Work instruction =>
Look through the entries for the string "main", and copy each line that holds it.
─── Task inputs ───
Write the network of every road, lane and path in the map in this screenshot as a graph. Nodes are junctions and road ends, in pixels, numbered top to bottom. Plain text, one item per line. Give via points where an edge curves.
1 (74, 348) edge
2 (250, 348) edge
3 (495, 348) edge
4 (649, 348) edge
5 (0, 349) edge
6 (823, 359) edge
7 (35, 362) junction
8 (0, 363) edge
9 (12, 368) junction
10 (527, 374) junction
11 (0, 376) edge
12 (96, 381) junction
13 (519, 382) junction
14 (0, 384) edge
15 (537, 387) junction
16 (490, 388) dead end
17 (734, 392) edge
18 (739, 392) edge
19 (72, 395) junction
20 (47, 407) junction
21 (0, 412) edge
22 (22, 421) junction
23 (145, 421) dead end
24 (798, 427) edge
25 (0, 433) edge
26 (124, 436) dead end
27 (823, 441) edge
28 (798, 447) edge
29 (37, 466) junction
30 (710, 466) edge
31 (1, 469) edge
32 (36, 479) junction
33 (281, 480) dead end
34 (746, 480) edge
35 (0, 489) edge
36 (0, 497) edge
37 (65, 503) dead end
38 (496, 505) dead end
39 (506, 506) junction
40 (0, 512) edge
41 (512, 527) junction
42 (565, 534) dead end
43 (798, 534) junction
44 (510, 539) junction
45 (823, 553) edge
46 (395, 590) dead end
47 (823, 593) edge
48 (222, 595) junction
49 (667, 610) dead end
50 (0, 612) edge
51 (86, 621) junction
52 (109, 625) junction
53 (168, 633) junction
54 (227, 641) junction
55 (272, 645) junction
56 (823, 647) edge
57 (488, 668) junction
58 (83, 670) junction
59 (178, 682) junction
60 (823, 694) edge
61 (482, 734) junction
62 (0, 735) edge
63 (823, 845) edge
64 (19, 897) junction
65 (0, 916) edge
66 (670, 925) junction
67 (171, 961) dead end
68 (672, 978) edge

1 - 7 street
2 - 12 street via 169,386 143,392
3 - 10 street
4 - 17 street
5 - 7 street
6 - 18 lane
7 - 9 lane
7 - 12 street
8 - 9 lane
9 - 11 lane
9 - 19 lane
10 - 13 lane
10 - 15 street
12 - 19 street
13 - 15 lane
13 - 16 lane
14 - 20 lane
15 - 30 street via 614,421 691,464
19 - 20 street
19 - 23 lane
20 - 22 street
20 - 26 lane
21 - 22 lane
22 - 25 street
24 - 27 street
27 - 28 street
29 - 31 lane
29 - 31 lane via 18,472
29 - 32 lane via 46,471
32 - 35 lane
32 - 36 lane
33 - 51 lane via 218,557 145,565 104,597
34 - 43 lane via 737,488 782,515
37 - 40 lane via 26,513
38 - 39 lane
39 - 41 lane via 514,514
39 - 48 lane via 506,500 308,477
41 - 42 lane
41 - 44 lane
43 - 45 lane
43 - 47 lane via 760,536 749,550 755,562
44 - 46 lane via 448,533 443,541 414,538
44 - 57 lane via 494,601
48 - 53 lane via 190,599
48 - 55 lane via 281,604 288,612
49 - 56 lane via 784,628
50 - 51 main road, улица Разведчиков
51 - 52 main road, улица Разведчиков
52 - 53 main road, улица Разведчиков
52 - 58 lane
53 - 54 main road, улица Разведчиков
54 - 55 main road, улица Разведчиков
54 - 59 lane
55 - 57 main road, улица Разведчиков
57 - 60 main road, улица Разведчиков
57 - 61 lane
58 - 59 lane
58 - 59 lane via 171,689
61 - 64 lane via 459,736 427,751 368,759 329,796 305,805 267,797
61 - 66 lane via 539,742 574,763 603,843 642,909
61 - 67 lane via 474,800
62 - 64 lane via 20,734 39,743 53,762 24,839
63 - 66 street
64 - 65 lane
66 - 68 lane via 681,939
───
Problem solution =>
50 - 51 main road, улица Разведчиков
51 - 52 main road, улица Разведчиков
52 - 53 main road, улица Разведчиков
53 - 54 main road, улица Разведчиков
54 - 55 main road, улица Разведчиков
55 - 57 main road, улица Разведчиков
57 - 60 main road, улица Разведчиков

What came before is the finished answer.